Key findings and action points from the SAAG meeting January 2016:

  • Regarding the non-mention of staff liability cover on allergy policy - as this is covered on a separate document - it was felt that a line could be added to the policy to verify what cover exists.
  • Highgate is very mindful that no one should feel excluded and is looking at how to deal with this sensitively.
  • Catering Manager is happy to meet with parents to discuss their child’s needs .
  • Highgate would like to create an on-line test for allergy awareness/procedures to ensure staff training is effective. .
  • Looked at ways school should check senior pupils are carrying their medication, as it was felt that senior pupils should be responsible for carrying their own medication and be confident to administer. Discrete checks were favoured over spot checks that could draw unwanted attention - a reminder could be placed on the school intranet to prompt pupils when trips are coming up to make sure they have their medication with them.

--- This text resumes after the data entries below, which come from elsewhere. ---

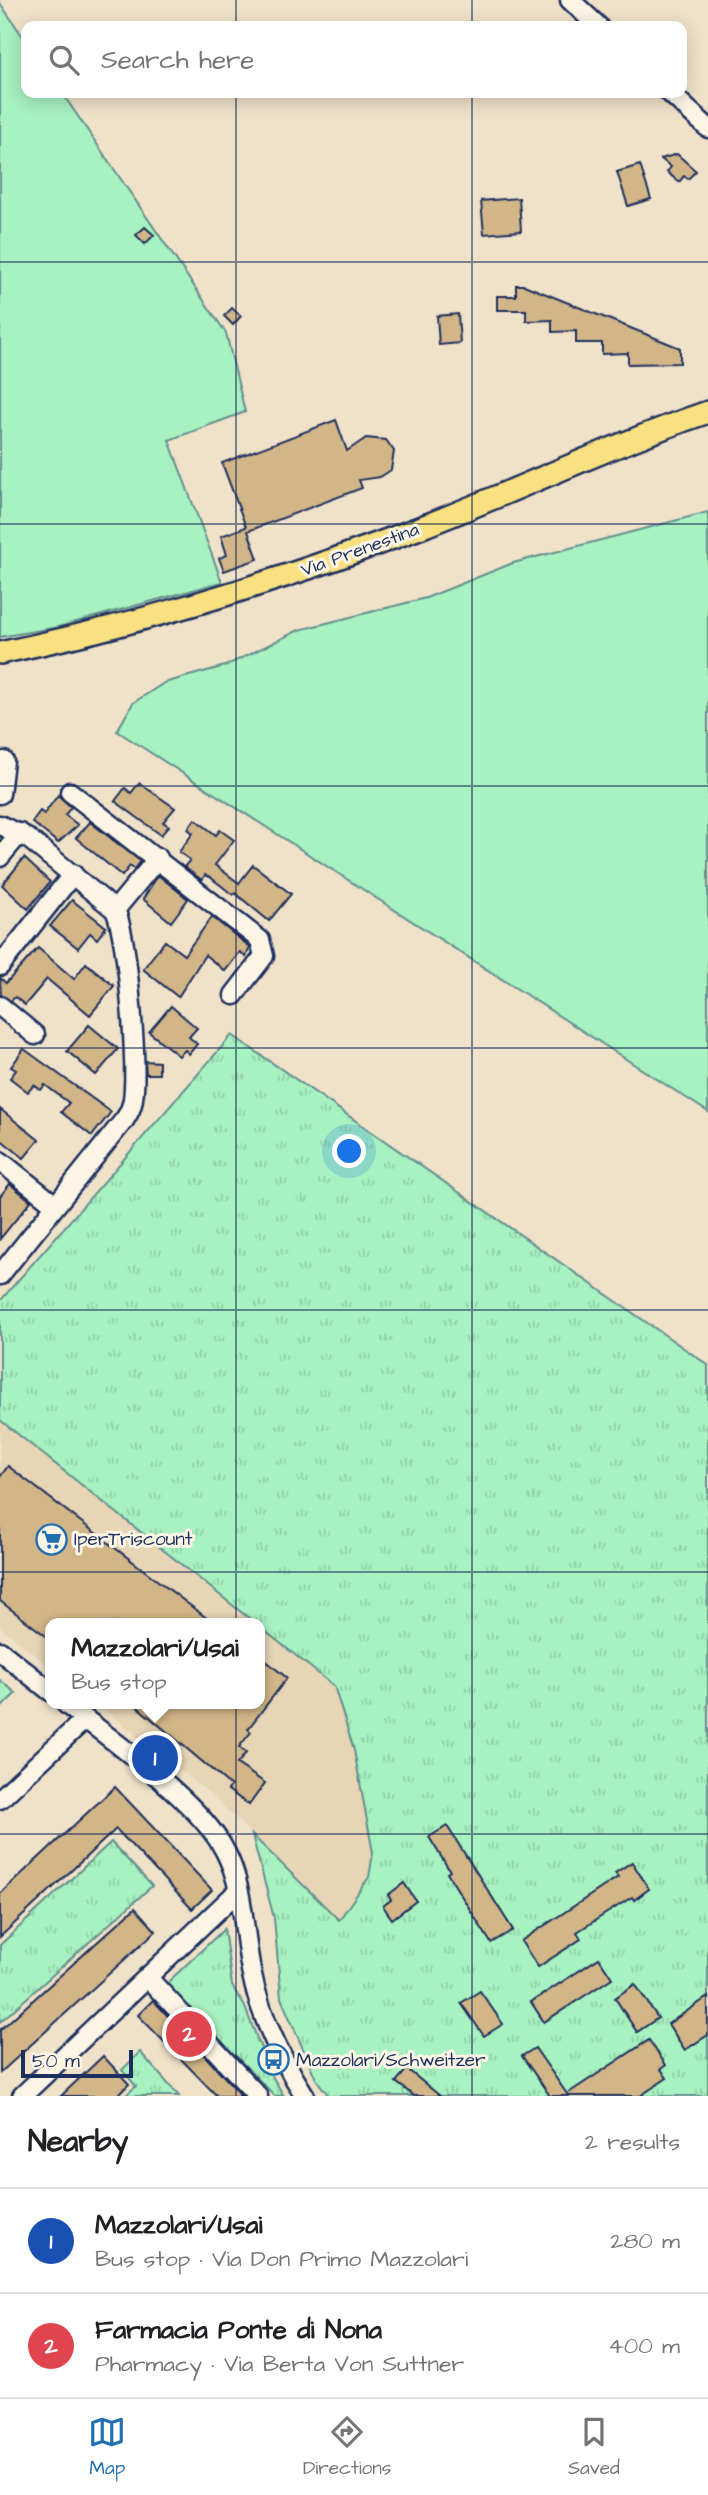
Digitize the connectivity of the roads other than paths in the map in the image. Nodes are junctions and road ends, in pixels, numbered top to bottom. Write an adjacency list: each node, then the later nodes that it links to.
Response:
1 (570, 0): 2 (street)
2 (593, 21)
3 (675, 98): 4 (street)
4 (708, 128)
5 (708, 412): 6 (main road, Via Prenestina)
6 (0, 653)
7 (4, 761): 9 (street)
8 (70, 792): 13 (street)
9 (0, 794)
10 (0, 825): 11 (street)
11 (20, 833): 12 (street); 14 (street)
12 (0, 857)
13 (158, 858): 15 (street); 17 (street)
14 (73, 874): 15 (street); 16 (street)
15 (115, 910): 21 (street)
16 (0, 966)
17 (233, 995)
18 (0, 1006): 19 (street)
19 (35, 1035)
20 (0, 1161): 21 (street)
21 (55, 1205): 22 (street)
22 (0, 1275)
23 (0, 1651): 24 (street)
24 (45, 1687)
25 (72, 1709): 26 (street)
26 (85, 1719): 27 (street); 28 (street)
27 (0, 1799)
28 (238, 1891): 29 (street); 32 (street)
29 (147, 1978): 30 (street); 31 (street)
30 (22, 2096)
31 (258, 2096)
32 (305, 2096)

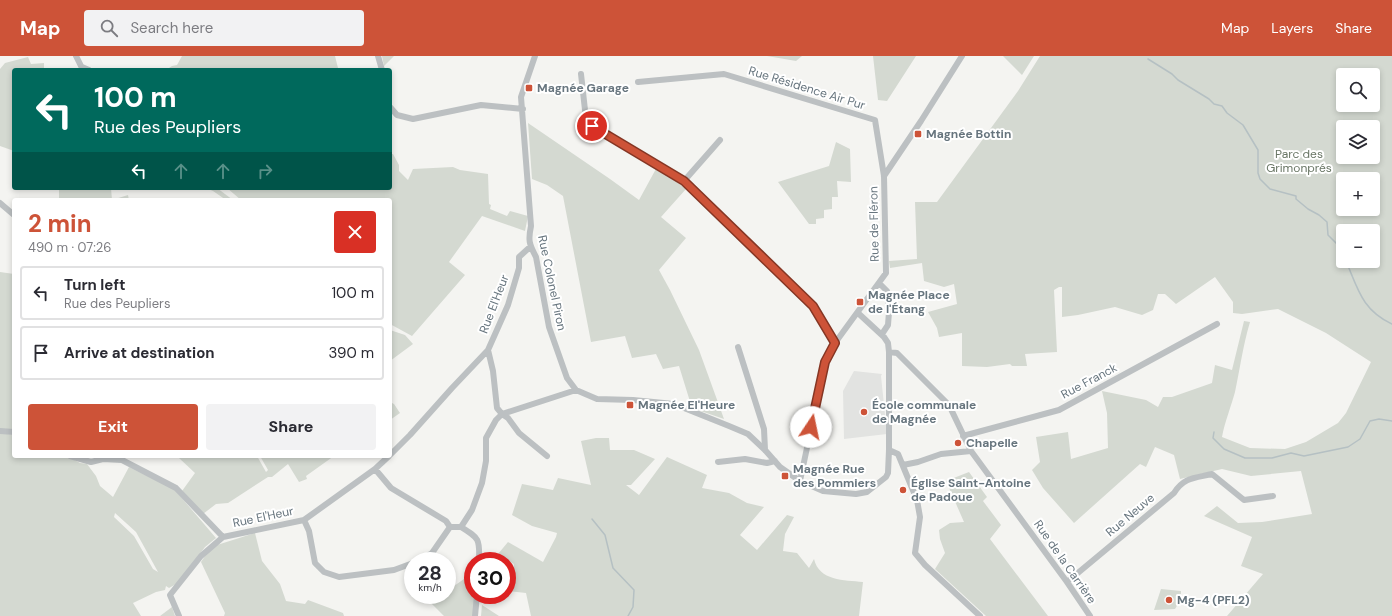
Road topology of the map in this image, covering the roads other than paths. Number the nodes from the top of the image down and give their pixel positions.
1 (76, 56) edge
2 (378, 56) edge
3 (535, 56) edge
4 (962, 56) edge
5 (82, 68) edge
6 (381, 68) edge
7 (581, 74) dead end
8 (638, 82) dead end
9 (392, 109) edge
10 (522, 109) junction
11 (720, 140) dead end
12 (884, 176) junction
13 (684, 181) junction
14 (0, 202) edge
15 (12, 213) edge
16 (530, 247) junction
17 (880, 283) junction
18 (858, 313) junction
19 (1217, 324) dead end
20 (882, 334) junction
21 (835, 343) junction
22 (738, 347) dead end
23 (488, 350) junction
24 (889, 352) junction
25 (576, 390) junction
26 (502, 414) junction
27 (0, 431) edge
28 (12, 432) edge
29 (963, 436) junction
30 (765, 450) junction
31 (889, 450) junction
32 (971, 451) junction
33 (392, 452) edge
34 (548, 456) dead end
35 (77, 458) edge
36 (386, 458) edge
37 (774, 461) junction
38 (718, 462) dead end
39 (903, 465) junction
40 (375, 469) junction
41 (800, 481) junction
42 (1273, 496) dead end
43 (304, 520) junction
44 (450, 527) junction
45 (460, 527) junction
46 (223, 537) junction
47 (433, 552) edge
48 (480, 552) edge
49 (404, 566) edge
50 (1067, 582) junction
51 (476, 604) edge
52 (179, 616) edge
53 (475, 616) edge
54 (980, 616) edge
55 (1090, 616) edge

1 - 5 street
2 - 6 street
3 - 10 street, Rue Colonel Piron
4 - 12 street, Rue de Fléron
7 - 13 street
8 - 12 street, Rue Résidence Air Pur
9 - 10 street
10 - 16 street, Rue Colonel Piron
11 - 13 street
12 - 17 street, Rue de Fléron
13 - 21 street
14 - 15 street
16 - 23 street, Rue El'Heur
16 - 25 street, Rue Colonel Piron
17 - 18 street, Rue de Fléron
17 - 20 street
18 - 20 street
18 - 21 street, Rue de Fléron
19 - 29 street, Rue Franck
20 - 24 street
21 - 41 street, Rue de Fléron
22 - 30 street
23 - 26 street
23 - 33 street, Rue El'Heur
24 - 29 street, Rue de la Carrière
24 - 31 street
25 - 26 street
25 - 30 street
26 - 34 street
26 - 45 street
27 - 28 street
29 - 32 street, Rue de la Carrière
30 - 37 street
31 - 39 street
31 - 41 street
32 - 39 street
32 - 50 street, Rue de la Carrière
35 - 46 street
36 - 40 street, Rue El'Heur
37 - 38 street
37 - 41 street
39 - 54 street
40 - 43 street, Rue El'Heur
40 - 44 street
42 - 50 street, Rue Neuve
43 - 46 street, Rue El'Heur
43 - 49 street
44 - 45 street
44 - 47 street
45 - 48 street
46 - 52 street, Rue El'Heur
50 - 55 street, Rue de la Carrière
51 - 53 street

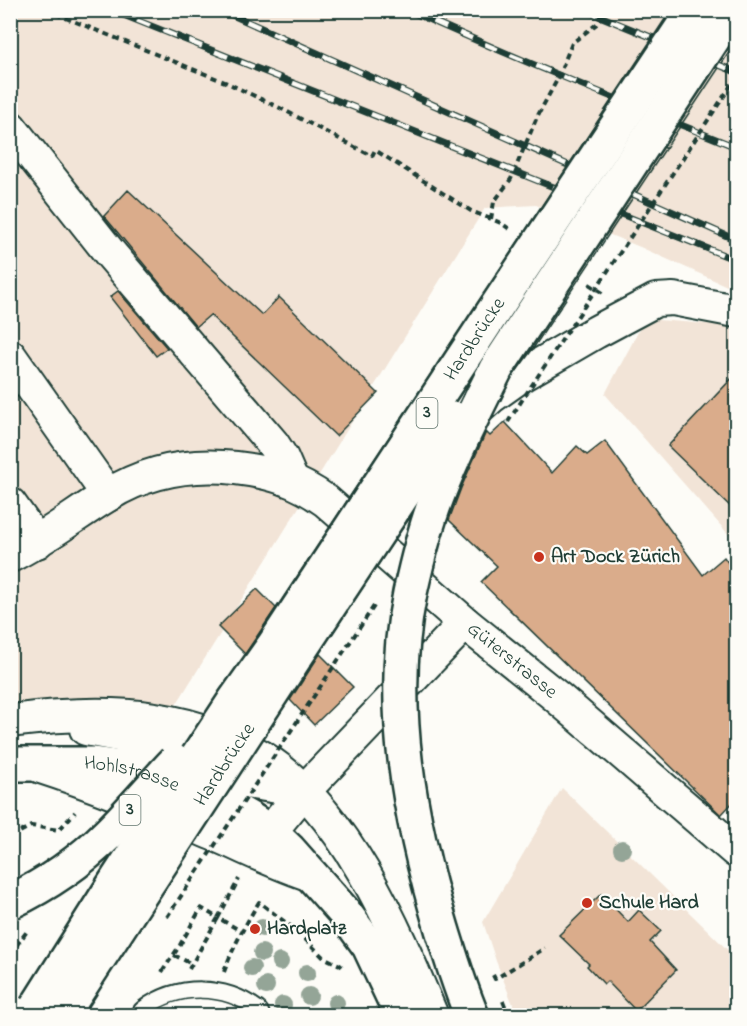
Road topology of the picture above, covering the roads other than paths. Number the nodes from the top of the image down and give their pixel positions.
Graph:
1 (694, 10) edge
2 (732, 10) edge
3 (10, 127) edge
4 (736, 311) edge
5 (10, 356) edge
6 (496, 369) junction
7 (292, 481) junction
8 (108, 495) junction
9 (10, 504) edge
10 (356, 528) junction
11 (24, 549) edge
12 (465, 623) junction
13 (235, 700) junction
14 (22, 720) edge
15 (21, 764) edge
16 (304, 791) junction
17 (270, 832) junction
18 (736, 851) edge
19 (311, 875) junction
20 (21, 913) edge
21 (44, 1013) edge
22 (148, 1016) edge
23 (253, 1016) edge
24 (402, 1016) edge
25 (432, 1016) edge
26 (472, 1016) edge

1 - 13 main road, Hardbrücke / 3, bridge
2 - 6 main road, Hardbrücke, bridge
3 - 7 street
4 - 10 street
5 - 8 street
6 - 21 main road, Hardbrücke, bridge
6 - 26 main road, Hardbrücke, bridge
7 - 8 street
7 - 10 street
8 - 11 street
9 - 11 street
10 - 12 street
12 - 16 street, Güterstrasse
12 - 18 street, Güterstrasse
13 - 20 main road, Hardbrücke / 3, bridge
13 - 21 main road, Hardbrücke, bridge
14 - 16 street
15 - 17 main road, Hohlstrasse / 3
15 - 19 street, Hohlstrasse
16 - 17 street, Güterstrasse
16 - 25 street
17 - 19 main road, Hohlstrasse / 3
19 - 24 main road, Hohlstrasse / 3
22 - 23 street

  • On a recent YR6 school trip two students with allergies were asked if they had their AAI’s with them, one had forgotten his, so returned to school to collect. Re-emphasised that at this age pupils should start taking some responsibility as next year they will be entering senior school.
  • Pupils with allergies to visit school nurse annually for AAI training.
  • Two friends per pupil with allergy could receive training in recognising anaphylactic shock and how to administer treatment. Decided it might be more efficient for a group to go to school nurse at a time.
  • More general allergy awareness around friends, to recognise symptoms.
  • SAAG meetings have helped to develop better communications with parents on allergy matters – parents who have attended have made valuable input into helping the School develop its policies and procedures and have also, on several occasions, been reassured by the measures that the School already has in place.
  • Continue to have a SAAG meeting per term. Keeping parents up to date by publishing SAAG agenda, issuing invites, sending out minutes.
  • Ingredients in food – cannot be sure of allergy policy when visiting other schools’ (Highgate currently contact other schools prior to any visit) Pupils could be advised to take their own food when visiting another school to be on the safe side.
  • Sports staff to remind pupils with allergies that AAIs in bags or blazers should not be left at another part of the site. Sports staff to discuss scenarios at regular staff meeting.
  • Added to Educational Visits / Trip Leader check list the need to contact third party and specifically ask where the nearest medical facilities are, what facilities they have and when was it last visited. Ensure that facilities are adequate to deal with emergency allergic reaction.